Le dénommé Riggan Thomson est un acteur qui a connu son envol et son heure de gloire, il y a quelques années déjà, en incarnant un notoire personnage de science-fiction, baptisé Birdman, super-héros américain aux capacités physiques exceptionnelles, encensé par le public et la presse de l'époque. Refusant de poursuivre le tournage de quelques séquels de son extraordinaire surhomme masqué, il végète et patauge depuis dans des productions secondaires voire mineures, espérant enfin un retour imminent et probant sur les planches d'un théâtre de Broadway, dans l'adaptation d'une nouvelle de Raymond Carver : "What we talk about when we talk about love", actuellement en répétition. Quotidiennement tourmenté par ce passé ailé qui a fait son succès, Riggan est sans cesse sollicité par cette part schizophrénique de lui-même qui exige insidieusement un retour impérieux du fameux et mythique rôle symbolisant la gloire d'antan et l'éblouissante reconnaissance publique. Surtout que la mise en scène de la pièce est loin d'être parfaitement rôdée, avec un partenaire, jeune et séduisant, qui essaye de tirer la couverture à lui, une critique du New York Times guère aimable et sa propre fille toujours intoxiquée à la marijuana...
Pour ma part, plus le film avançait, plus il devenait fortement passionnant !
Et honnêtement, j'avais peur que le film me fasse ce qu'il a fait aux détracteurs. Une oeuvre expérimentale qui est écrasée par son propre dispositif.
Or le film réussit l'exploit de faire oublier ce dernier pour nous plonger dans une visualisation concrète du fil ténu entre réalité et fantasme. Rêve et cauchemar.
Tout en se différenciant complètement dans la forme (mais alors complètement), Birdman peut rejoindre la thématique de "où s'arrête l'art, où commence la vie" que l'on pouvait voir dans des films aussi brillants que "Le Carrosse d'Or" de Renoir, "Sunset Blvd." de Wilder ou encore les exercices séduisants de Jacques Rivette. Et Iñárritu d'y foncer tête baissée, mais toujours conscient de ce qu'il montre à l'écran. Outre la virtuosité resplendissante de la mise en scène, le film réussit à déployer un rythme d'une teneur impressionnante, aidée par une bande-son, se mettant en symbiose avec les mouvements mentaux et physiques des personnages.
Dans la recherche de l'espace, les décors exigus font place à de grandes bouffées d'air extérieures, qui n'empêchent pas d'y voir un New York comme lieu incroyablement vivant et culturel, mais également sans horizon possible, où toutes les voies, emplies de monde, de bruit et de folie ramènent irrémédiablement le personnage dans les lieux de sa rédemption, de sa création et de sa renaissance.

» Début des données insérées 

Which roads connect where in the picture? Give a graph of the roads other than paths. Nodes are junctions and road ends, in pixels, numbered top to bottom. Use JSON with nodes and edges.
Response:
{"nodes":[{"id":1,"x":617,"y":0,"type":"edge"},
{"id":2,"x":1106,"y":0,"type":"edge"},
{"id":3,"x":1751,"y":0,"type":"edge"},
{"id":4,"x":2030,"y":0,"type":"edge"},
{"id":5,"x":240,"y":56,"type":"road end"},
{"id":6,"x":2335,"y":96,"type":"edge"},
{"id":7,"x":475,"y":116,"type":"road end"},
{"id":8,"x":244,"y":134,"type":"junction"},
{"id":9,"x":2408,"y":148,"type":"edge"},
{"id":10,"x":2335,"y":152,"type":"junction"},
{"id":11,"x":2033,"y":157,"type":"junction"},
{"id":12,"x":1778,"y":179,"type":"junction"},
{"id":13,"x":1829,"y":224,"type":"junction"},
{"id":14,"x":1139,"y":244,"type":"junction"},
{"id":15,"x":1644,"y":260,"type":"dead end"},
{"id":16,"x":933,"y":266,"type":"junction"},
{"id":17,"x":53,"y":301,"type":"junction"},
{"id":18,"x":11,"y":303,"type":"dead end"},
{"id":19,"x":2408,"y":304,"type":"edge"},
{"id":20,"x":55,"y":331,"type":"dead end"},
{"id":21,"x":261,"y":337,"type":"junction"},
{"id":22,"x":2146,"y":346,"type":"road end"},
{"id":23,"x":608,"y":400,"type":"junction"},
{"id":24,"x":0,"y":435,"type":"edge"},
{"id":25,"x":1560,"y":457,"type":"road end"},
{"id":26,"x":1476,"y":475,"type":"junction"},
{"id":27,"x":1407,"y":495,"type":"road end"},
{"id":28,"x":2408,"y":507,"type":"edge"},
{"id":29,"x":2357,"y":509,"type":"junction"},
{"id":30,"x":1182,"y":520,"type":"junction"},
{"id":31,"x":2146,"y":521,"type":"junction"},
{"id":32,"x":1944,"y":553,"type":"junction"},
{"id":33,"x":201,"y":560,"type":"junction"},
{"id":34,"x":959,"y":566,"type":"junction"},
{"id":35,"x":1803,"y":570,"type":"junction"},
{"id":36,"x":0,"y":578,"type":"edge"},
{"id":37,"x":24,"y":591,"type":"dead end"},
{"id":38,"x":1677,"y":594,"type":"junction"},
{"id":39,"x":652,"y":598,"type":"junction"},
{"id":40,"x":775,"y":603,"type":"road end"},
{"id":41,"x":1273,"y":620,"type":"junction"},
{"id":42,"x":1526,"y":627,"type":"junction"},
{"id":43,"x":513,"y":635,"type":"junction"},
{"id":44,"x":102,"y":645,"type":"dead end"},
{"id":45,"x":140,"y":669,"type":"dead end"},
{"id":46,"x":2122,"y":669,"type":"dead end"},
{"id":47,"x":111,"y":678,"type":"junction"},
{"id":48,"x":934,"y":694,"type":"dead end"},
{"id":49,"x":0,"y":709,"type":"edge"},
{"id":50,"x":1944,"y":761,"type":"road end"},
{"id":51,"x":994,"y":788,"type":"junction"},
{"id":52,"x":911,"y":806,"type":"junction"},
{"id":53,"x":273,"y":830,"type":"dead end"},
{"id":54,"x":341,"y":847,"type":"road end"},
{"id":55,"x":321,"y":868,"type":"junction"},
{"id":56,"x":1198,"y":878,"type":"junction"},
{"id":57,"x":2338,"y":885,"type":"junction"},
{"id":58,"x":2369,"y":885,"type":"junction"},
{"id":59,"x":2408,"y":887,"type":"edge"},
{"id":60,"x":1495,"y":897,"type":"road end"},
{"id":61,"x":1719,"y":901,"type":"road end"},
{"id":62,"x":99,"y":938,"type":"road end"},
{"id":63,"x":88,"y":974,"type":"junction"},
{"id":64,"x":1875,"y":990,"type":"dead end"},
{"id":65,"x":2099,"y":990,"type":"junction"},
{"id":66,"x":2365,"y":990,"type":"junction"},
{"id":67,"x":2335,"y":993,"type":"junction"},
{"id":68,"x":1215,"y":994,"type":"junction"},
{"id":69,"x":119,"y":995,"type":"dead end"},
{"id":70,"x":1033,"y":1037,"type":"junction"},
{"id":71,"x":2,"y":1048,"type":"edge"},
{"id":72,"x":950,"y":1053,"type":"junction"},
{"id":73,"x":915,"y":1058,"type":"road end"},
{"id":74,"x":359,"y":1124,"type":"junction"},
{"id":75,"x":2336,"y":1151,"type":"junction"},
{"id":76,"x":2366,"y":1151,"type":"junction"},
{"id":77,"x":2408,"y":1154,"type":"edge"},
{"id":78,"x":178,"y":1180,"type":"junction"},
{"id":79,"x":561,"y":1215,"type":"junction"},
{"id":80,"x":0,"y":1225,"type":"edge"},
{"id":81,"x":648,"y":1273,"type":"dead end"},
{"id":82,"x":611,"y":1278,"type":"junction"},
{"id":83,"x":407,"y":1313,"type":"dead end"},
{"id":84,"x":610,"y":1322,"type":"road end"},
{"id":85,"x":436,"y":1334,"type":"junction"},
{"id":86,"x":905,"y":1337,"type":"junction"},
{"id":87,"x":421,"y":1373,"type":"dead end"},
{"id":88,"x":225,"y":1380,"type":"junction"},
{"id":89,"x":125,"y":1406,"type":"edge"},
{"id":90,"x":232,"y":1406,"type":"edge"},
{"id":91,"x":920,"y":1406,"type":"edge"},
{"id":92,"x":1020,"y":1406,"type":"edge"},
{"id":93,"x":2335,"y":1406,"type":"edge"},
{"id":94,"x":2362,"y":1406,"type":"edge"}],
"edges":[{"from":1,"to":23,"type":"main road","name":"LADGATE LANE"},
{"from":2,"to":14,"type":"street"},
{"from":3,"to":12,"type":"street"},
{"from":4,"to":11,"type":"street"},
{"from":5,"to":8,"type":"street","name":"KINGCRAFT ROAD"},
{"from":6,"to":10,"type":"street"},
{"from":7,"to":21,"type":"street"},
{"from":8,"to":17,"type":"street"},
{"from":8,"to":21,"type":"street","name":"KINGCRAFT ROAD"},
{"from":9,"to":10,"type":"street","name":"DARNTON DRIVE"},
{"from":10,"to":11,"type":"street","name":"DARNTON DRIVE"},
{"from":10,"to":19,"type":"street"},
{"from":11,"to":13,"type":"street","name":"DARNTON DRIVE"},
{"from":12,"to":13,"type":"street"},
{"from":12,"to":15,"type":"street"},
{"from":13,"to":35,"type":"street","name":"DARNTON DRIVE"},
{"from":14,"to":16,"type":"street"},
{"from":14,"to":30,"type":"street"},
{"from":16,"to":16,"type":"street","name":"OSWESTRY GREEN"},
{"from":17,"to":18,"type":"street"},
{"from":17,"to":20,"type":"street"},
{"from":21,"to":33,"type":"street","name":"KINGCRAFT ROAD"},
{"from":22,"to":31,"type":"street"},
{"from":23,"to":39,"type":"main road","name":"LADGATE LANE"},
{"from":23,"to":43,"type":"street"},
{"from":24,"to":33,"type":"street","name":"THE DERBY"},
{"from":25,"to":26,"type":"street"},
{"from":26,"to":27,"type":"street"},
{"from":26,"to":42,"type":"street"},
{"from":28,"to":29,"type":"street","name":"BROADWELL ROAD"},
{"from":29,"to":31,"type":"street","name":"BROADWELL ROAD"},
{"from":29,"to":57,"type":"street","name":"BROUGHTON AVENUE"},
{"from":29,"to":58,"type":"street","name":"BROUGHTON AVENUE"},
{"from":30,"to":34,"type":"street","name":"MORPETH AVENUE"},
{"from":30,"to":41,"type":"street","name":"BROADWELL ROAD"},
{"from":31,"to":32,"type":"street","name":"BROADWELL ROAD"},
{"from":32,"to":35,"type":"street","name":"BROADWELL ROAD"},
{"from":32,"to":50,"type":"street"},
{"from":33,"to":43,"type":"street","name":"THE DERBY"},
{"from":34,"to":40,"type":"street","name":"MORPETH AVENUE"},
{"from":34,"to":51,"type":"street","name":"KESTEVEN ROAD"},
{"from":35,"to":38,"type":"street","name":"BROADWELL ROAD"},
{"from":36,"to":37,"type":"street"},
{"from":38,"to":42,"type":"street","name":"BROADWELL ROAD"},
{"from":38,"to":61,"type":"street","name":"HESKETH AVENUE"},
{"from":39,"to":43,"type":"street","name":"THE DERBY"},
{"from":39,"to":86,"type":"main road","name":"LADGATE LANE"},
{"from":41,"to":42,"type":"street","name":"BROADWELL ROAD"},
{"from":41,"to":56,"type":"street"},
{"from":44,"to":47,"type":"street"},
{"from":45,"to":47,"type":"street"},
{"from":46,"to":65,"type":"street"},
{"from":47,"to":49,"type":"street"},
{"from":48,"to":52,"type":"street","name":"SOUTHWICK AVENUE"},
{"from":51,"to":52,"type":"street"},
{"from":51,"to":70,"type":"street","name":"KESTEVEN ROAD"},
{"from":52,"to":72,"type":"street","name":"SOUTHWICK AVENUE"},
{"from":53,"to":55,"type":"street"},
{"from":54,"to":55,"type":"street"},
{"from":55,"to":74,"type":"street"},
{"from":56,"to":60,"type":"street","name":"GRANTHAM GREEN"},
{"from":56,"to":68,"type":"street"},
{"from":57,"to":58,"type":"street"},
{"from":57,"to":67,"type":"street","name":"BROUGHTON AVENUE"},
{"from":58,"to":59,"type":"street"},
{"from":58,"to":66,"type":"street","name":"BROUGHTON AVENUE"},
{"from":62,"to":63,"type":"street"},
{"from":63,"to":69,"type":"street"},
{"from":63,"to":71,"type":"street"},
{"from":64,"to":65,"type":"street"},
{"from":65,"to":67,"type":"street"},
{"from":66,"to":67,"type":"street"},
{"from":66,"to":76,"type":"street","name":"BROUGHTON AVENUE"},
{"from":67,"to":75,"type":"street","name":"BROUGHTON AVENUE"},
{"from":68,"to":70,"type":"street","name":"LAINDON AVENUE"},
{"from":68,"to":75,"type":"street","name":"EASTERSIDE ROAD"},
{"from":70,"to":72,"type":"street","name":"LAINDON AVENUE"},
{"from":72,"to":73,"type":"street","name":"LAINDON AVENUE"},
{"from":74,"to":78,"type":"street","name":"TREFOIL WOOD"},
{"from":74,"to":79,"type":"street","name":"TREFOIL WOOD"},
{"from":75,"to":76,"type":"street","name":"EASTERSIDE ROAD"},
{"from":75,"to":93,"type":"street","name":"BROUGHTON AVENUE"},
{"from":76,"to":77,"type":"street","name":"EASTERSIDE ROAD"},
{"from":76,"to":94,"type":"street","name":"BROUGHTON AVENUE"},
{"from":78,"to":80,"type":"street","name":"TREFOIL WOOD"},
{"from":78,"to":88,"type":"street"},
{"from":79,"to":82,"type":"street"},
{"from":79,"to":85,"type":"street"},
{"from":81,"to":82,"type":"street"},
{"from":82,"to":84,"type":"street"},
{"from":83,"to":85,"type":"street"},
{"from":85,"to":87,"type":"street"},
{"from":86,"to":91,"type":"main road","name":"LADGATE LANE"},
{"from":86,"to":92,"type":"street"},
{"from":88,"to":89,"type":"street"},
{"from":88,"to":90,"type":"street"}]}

Jusqu'à un envol aussi évident psychologiquement que dans cette fameuse suspension d'incrédulité qui est sans cesse remise en question au coeur même du film.
L'utilisation des couleurs est sans cesse élaborée. Les couleurs primaires y ont un sens dramatique et se mêlent brillamment aux constrastes des clairs-obscurs comme autant de passages entre subjectivité palpable et perte de repères.
Je n'ai finalement pas trouvé le film théorique. Il se tient à son sujet, par la réflexion que son propre protagoniste se fait sur lui-même et le monde qui l'entoure. C'est une oeuvre mentale et réellement labyrinthique, parsemée d'éclats de fantastique, de romance, de poésie ravageuse et salvatrice. Les mises en abîmes s'enchaînent avec une aisance déconcertante.
Je pense que c'est une oeuvre qui va gagner en richesse, lors d'une révision. Quant à l'interprétation, elle est magistrale. Du puissant Mickael Keaton, au moindre petit rôle.
"Birdman" est une oeuvre hybride, mais constamment brillante. Entre cynisme et émotions totalement investies. Entre comédie et drame psychologique. Entre mensonge et vérité. Entre l'art et la vie qui la constitue (ou vice-versa).
GTT
Crise de nerfs et délire dans les coulisses. Je trouve ça moyen. En regardant le vieux Keaton fendu entre la gloire (mal) passée d'un rôle de super-héros au cinéma (Birdman mais on pense évidemment à Batman) et sa quête d'une reconnaissance "théâtreuse", je me suis pris à regretter qu'il n'existe pas un biopic de Johnny Weissmuller. Zach Galifianakis dans un rôle bien différent de celui qu'il tient dans VERY BAD TRIP (l'inoubliable Alan) est tout aussi excellent.